FIH Mobile Ltd (富智康), a subsidiary of Hon Hai Precision Industry Co (鴻海精密), has issued a profit warning, saying that net losses in the first half of this year could be greater than from the same period last year.
FIH, which is about 70 percent owned by Hon Hai, said its net losses in the first quarter of this year could reach US$126 million due to foreign-exchange losses of US$26.6 million incurred during the period.
Under such unfavorable circumstances, its net losses in the first half could exceed the US$199 million incurred a year earlier, the company said.
In the first quarter of last year, FIH, which is listed on the Hong Kong stock exchange, saw foreign-exchange gains of about US$6.7 million.
The company said its sales in the first quarter could reach US$3.19 billion.
FIH is a contract cellphone manufacturer that has a broad production base in China and clients that reportedly include major Chinese smartphone brands such as Xiaomi Corp (小米), Oppo Mobile Technologies Corp (歐珀移動), Huawei Technologies Co (華為) and ZTE Corp (中興).
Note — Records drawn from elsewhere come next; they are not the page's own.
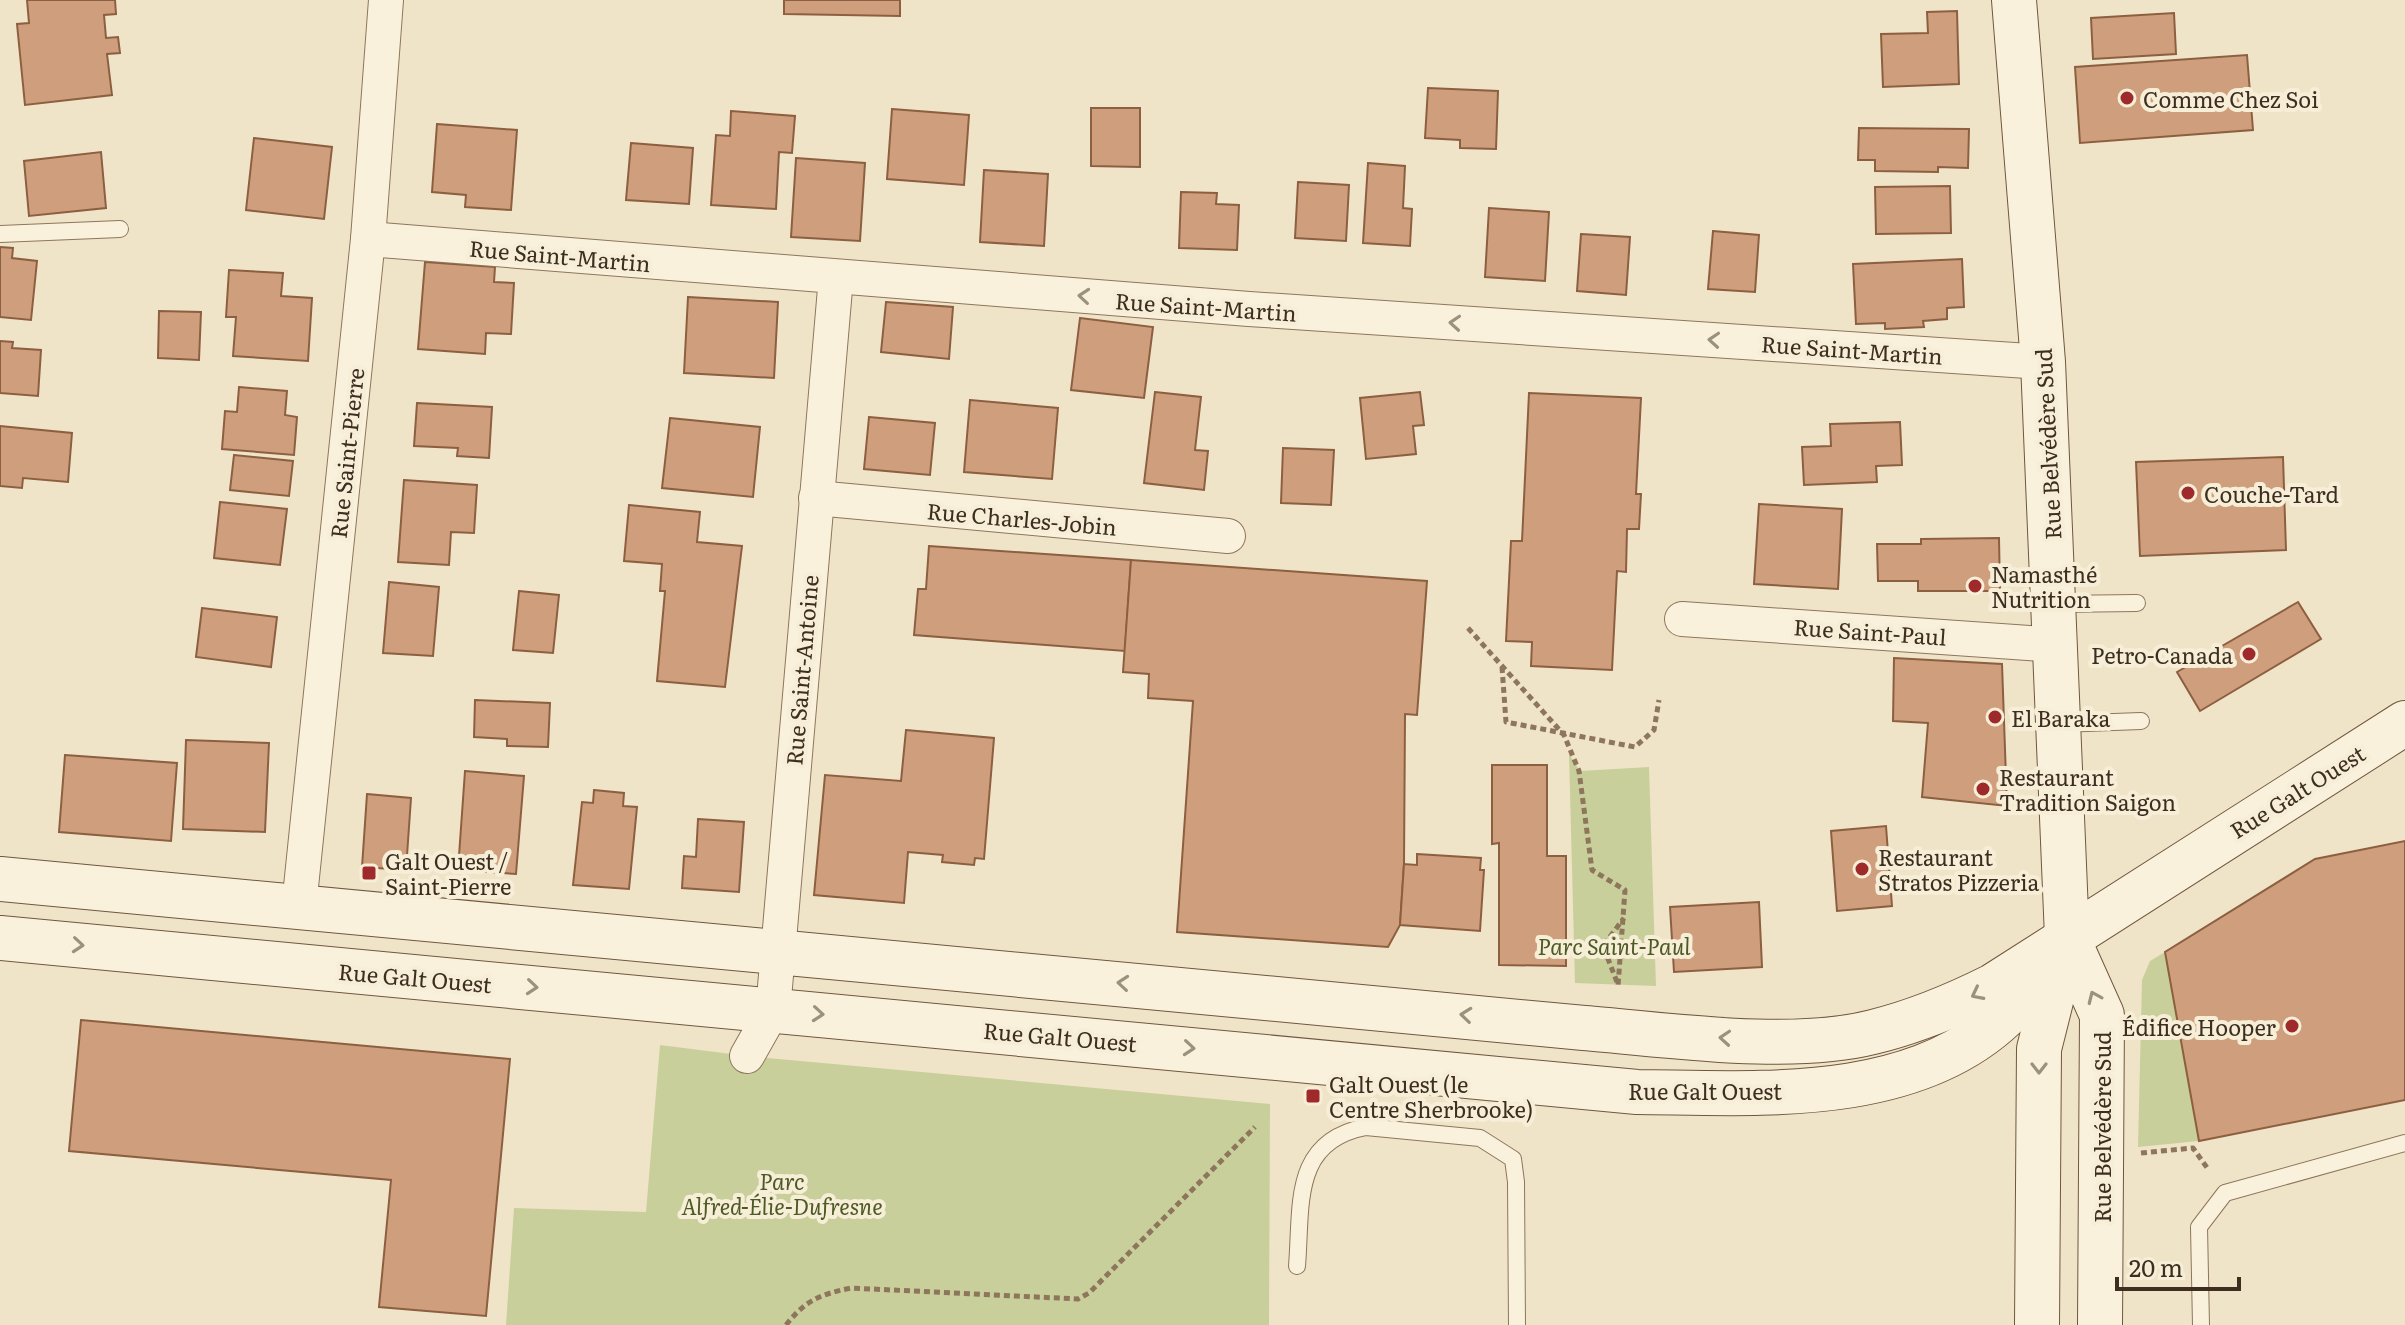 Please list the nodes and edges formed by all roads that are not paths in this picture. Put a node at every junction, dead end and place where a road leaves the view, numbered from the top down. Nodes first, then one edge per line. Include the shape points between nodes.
1 (386, 0) edge
2 (2014, 0) edge
3 (120, 229) dead end
4 (0, 234) edge
5 (368, 239) junction
6 (836, 277) junction
7 (2043, 362) junction
8 (816, 498) junction
9 (1228, 536) dead end
10 (2137, 603) dead end
11 (1682, 619) dead end
12 (2057, 624) junction
13 (2141, 721) dead end
14 (2405, 723) edge
15 (2060, 724) junction
16 (0, 879) edge
17 (299, 906) junction
18 (2067, 937) junction
19 (0, 938) edge
20 (778, 950) junction
21 (773, 1010) junction
22 (747, 1056) dead end
23 (2405, 1143) edge
24 (1297, 1266) dead end
25 (1517, 1325) edge
26 (2037, 1325) edge
27 (2100, 1325) edge
28 (2201, 1325) edge

1 - 5 street, Rue Saint-Pierre
2 - 7 main road, Rue Belvédère Sud
3 - 4 lane
5 - 6 street, Rue Saint-Martin
5 - 17 street, Rue Saint-Pierre
7 -> 6 street, Rue Saint-Martin
6 - 8 street, Rue Saint-Antoine
7 - 12 main road, Rue Belvédère Sud
8 - 9 street, Rue Charles-Jobin
8 - 20 street, Rue Saint-Antoine
10 - 12 lane
11 - 12 street, Rue Saint-Paul
12 - 15 main road, Rue Belvédère Sud
13 - 15 lane
14 - 18 main road, Rue Galt Ouest
15 - 18 main road, Rue Belvédère Sud
16 - 17 main road, Rue Galt Ouest
17 - 20 main road, Rue Galt Ouest
18 -> 20 main road, Rue Galt Ouest via 1956,1005 1886,1028 1813,1039 1753,1040
21 -> 18 main road, Rue Galt Ouest via 1637,1092 1784,1091 1891,1077 1948,1055 2005,1016
18 -> 26 main road, Rue Belvédère Sud via 2039,1049
27 -> 18 main road, Rue Belvédère Sud via 2102,1015
19 -> 21 main road, Rue Galt Ouest
20 - 21 street, Rue Saint-Antoine
21 - 22 street, Rue Saint-Antoine
23 - 28 lane via 2225,1193 2199,1227
24 - 25 lane via 1305,1171 1316,1153 1347,1130 1366,1127 1480,1138 1513,1159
In the second half of last year, FIH recorded a depressed gross margin and net losses of US$326.32 million, issues that have extended into this year, it said.
In addition, increasing operating costs in its integration, innovation, design and manufacture business are expected to further squeeze its bottom line this year, FIH added.
Market analysts have said that the profitability of Hon Hai is likely to be affected by the problems at FIH.
However, investors in Taiwan ignored the profit warning yesterday as Hon Hai shares continued to climb from the previous session, in line with the broader market, on bargain hunting.
Hon Hai, one of the top large-cap stocks in Taiwan, closed up 1.23 percent at NT$82.60 on the Taiwan Stock Exchange, while the TAIEX ended up 0.82 percent.